Data for review:
##############################

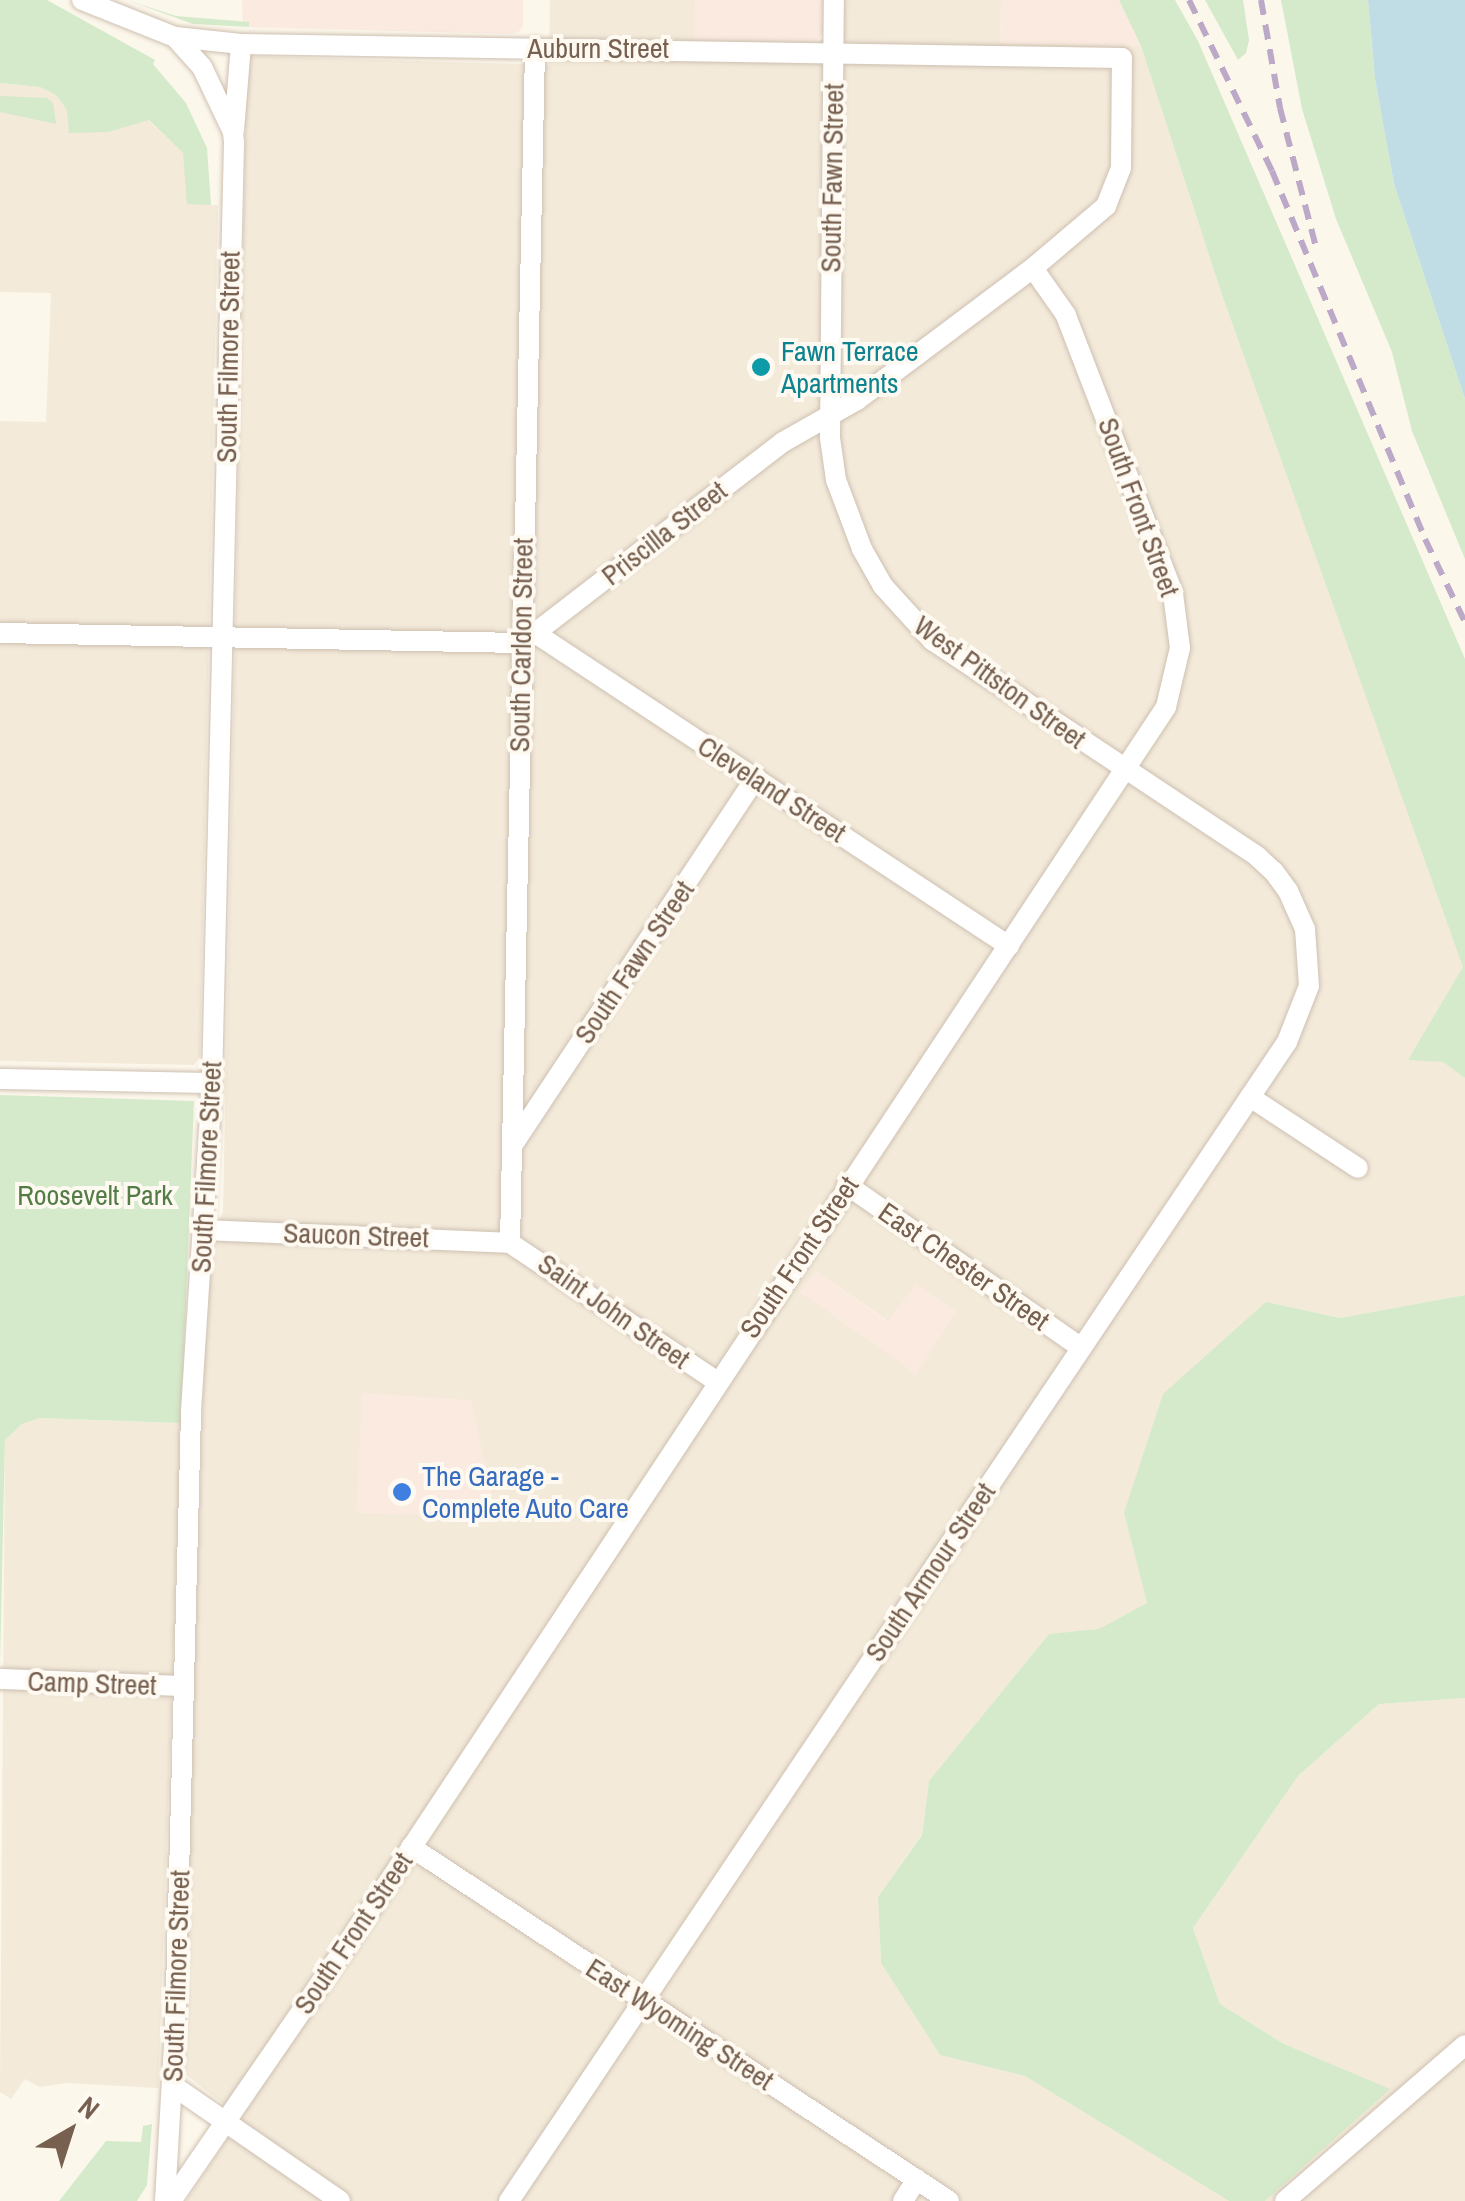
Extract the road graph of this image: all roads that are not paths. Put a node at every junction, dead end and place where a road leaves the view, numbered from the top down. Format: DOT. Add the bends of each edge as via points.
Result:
graph roads {
  1 [pos="82,0"];
  2 [pos="834,0"];
  3 [pos="175,38"];
  4 [pos="240,44"];
  5 [pos="536,48"];
  6 [pos="833,54"];
  7 [pos="1122,58"];
  8 [pos="233,132"];
  9 [pos="1033,268"];
  10 [pos="829,416"];
  11 [pos="0,633"];
  12 [pos="222,638"];
  13 [pos="528,638"];
  14 [pos="1126,771"];
  15 [pos="756,778"];
  16 [pos="1305,929"];
  17 [pos="1008,946"];
  18 [pos="0,1079"];
  19 [pos="212,1083"];
  20 [pos="1250,1097"];
  21 [pos="512,1146"];
  22 [pos="1358,1168"];
  23 [pos="847,1185"];
  24 [pos="202,1230"];
  25 [pos="510,1243"];
  26 [pos="1080,1347"];
  27 [pos="716,1382"];
  28 [pos="0,1680"];
  29 [pos="184,1686"];
  30 [pos="411,1847"];
  31 [pos="644,1999"];
  32 [pos="1465,2046"];
  33 [pos="172,2085"];
  34 [pos="225,2122"];
  35 [pos="918,2179"];
  36 [pos="168,2201"];
  37 [pos="340,2201"];
  38 [pos="508,2201"];
  39 [pos="903,2201"];
  40 [pos="950,2201"];
  41 [pos="1285,2201"];
  1 -- 3 [label="street, Auburn Street"];
  2 -- 6 [label="street, South Fawn Street"];
  3 -- 4 [label="street, Auburn Street"];
  3 -- 8 [label="street, South Filmore Street" via="202,67"];
  4 -- 5 [label="street, Auburn Street"];
  4 -- 8 [label="street, South Filmore Street"];
  5 -- 6 [label="street, Auburn Street"];
  5 -- 13 [label="street, South Carldon Street"];
  6 -- 7 [label="street, Auburn Street"];
  6 -- 10 [label="street, South Fawn Street"];
  7 -- 9 [label="street, Priscilla Street" via="1116,188 1094,219"];
  8 -- 12 [label="street, South Filmore Street"];
  9 -- 10 [label="street, Priscilla Street"];
  9 -- 14 [label="street, South Front Street" via="1066,315 1179,620 1176,680"];
  10 -- 13 [label="street, Priscilla Street" via="783,442"];
  10 -- 14 [label="street, West Pittston Street" via="836,480 849,520 910,620"];
  11 -- 12 [label="street"];
  12 -- 13 [label="street"];
  12 -- 19 [label="street, South Filmore Street"];
  13 -- 15 [label="street, Cleveland Street"];
  13 -- 21 [label="street, South Carldon Street"];
  14 -- 16 [label="street, West Pittston Street" via="1257,856 1288,891"];
  14 -- 17 [label="street, South Front Street"];
  15 -- 17 [label="street, Cleveland Street"];
  15 -- 21 [label="street, South Fawn Street"];
  16 -- 20 [label="street, South Armour Street" via="1310,957 1304,1010"];
  17 -- 23 [label="street, South Front Street"];
  18 -- 19 [label="street"];
  19 -- 24 [label="street, South Filmore Street"];
  20 -- 22 [label="street"];
  20 -- 26 [label="street, South Armour Street"];
  21 -- 25 [label="street, South Carldon Street"];
  23 -- 26 [label="street, East Chester Street"];
  23 -- 27 [label="street, South Front Street"];
  24 -- 25 [label="street, Saucon Street"];
  24 -- 29 [label="street, South Filmore Street"];
  25 -- 27 [label="street, Saint John Street"];
  26 -- 31 [label="street, South Armour Street"];
  27 -- 30 [label="street, South Front Street"];
  28 -- 29 [label="street, Camp Street"];
  29 -- 33 [label="street, South Filmore Street"];
  30 -- 31 [label="street, East Wyoming Street"];
  30 -- 34 [label="street, South Front Street"];
  31 -- 35 [label="street, East Wyoming Street"];
  31 -- 38 [label="street, South Armour Street"];
  32 -- 41 [label="street"];
  33 -- 34 [label="street"];
  33 -- 36 [label="street, South Filmore Street"];
  34 -- 36 [label="street, South Front Street"];
  34 -- 37 [label="street"];
  35 -- 39 [label="street"];
  35 -- 40 [label="street, East Wyoming Street"];
}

##############################

What is needed is every record above, returned exactly, with the pictures omitted.

Result below:
Extract the road graph of this image: all roads that are not paths. Put a node at every junction, dead end and place where a road leaves the view, numbered from the top down. Format: DOT. Add the bends of each edge as via points.
Result:
graph roads {
  1 [pos="82,0"];
  2 [pos="834,0"];
  3 [pos="175,38"];
  4 [pos="240,44"];
  5 [pos="536,48"];
  6 [pos="833,54"];
  7 [pos="1122,58"];
  8 [pos="233,132"];
  9 [pos="1033,268"];
  10 [pos="829,416"];
  11 [pos="0,633"];
  12 [pos="222,638"];
  13 [pos="528,638"];
  14 [pos="1126,771"];
  15 [pos="756,778"];
  16 [pos="1305,929"];
  17 [pos="1008,946"];
  18 [pos="0,1079"];
  19 [pos="212,1083"];
  20 [pos="1250,1097"];
  21 [pos="512,1146"];
  22 [pos="1358,1168"];
  23 [pos="847,1185"];
  24 [pos="202,1230"];
  25 [pos="510,1243"];
  26 [pos="1080,1347"];
  27 [pos="716,1382"];
  28 [pos="0,1680"];
  29 [pos="184,1686"];
  30 [pos="411,1847"];
  31 [pos="644,1999"];
  32 [pos="1465,2046"];
  33 [pos="172,2085"];
  34 [pos="225,2122"];
  35 [pos="918,2179"];
  36 [pos="168,2201"];
  37 [pos="340,2201"];
  38 [pos="508,2201"];
  39 [pos="903,2201"];
  40 [pos="950,2201"];
  41 [pos="1285,2201"];
  1 -- 3 [label="street, Auburn Street"];
  2 -- 6 [label="street, South Fawn Street"];
  3 -- 4 [label="street, Auburn Street"];
  3 -- 8 [label="street, South Filmore Street" via="202,67"];
  4 -- 5 [label="street, Auburn Street"];
  4 -- 8 [label="street, South Filmore Street"];
  5 -- 6 [label="street, Auburn Street"];
  5 -- 13 [label="street, South Carldon Street"];
  6 -- 7 [label="street, Auburn Street"];
  6 -- 10 [label="street, South Fawn Street"];
  7 -- 9 [label="street, Priscilla Street" via="1116,188 1094,219"];
  8 -- 12 [label="street, South Filmore Street"];
  9 -- 10 [label="street, Priscilla Street"];
  9 -- 14 [label="street, South Front Street" via="1066,315 1179,620 1176,680"];
  10 -- 13 [label="street, Priscilla Street" via="783,442"];
  10 -- 14 [label="street, West Pittston Street" via="836,480 849,520 910,620"];
  11 -- 12 [label="street"];
  12 -- 13 [label="street"];
  12 -- 19 [label="street, South Filmore Street"];
  13 -- 15 [label="street, Cleveland Street"];
  13 -- 21 [label="street, South Carldon Street"];
  14 -- 16 [label="street, West Pittston Street" via="1257,856 1288,891"];
  14 -- 17 [label="street, South Front Street"];
  15 -- 17 [label="street, Cleveland Street"];
  15 -- 21 [label="street, South Fawn Street"];
  16 -- 20 [label="street, South Armour Street" via="1310,957 1304,1010"];
  17 -- 23 [label="street, South Front Street"];
  18 -- 19 [label="street"];
  19 -- 24 [label="street, South Filmore Street"];
  20 -- 22 [label="street"];
  20 -- 26 [label="street, South Armour Street"];
  21 -- 25 [label="street, South Carldon Street"];
  23 -- 26 [label="street, East Chester Street"];
  23 -- 27 [label="street, South Front Street"];
  24 -- 25 [label="street, Saucon Street"];
  24 -- 29 [label="street, South Filmore Street"];
  25 -- 27 [label="street, Saint John Street"];
  26 -- 31 [label="street, South Armour Street"];
  27 -- 30 [label="street, South Front Street"];
  28 -- 29 [label="street, Camp Street"];
  29 -- 33 [label="street, South Filmore Street"];
  30 -- 31 [label="street, East Wyoming Street"];
  30 -- 34 [label="street, South Front Street"];
  31 -- 35 [label="street, East Wyoming Street"];
  31 -- 38 [label="street, South Armour Street"];
  32 -- 41 [label="street"];
  33 -- 34 [label="street"];
  33 -- 36 [label="street, South Filmore Street"];
  34 -- 36 [label="street, South Front Street"];
  34 -- 37 [label="street"];
  35 -- 39 [label="street"];
  35 -- 40 [label="street, East Wyoming Street"];
}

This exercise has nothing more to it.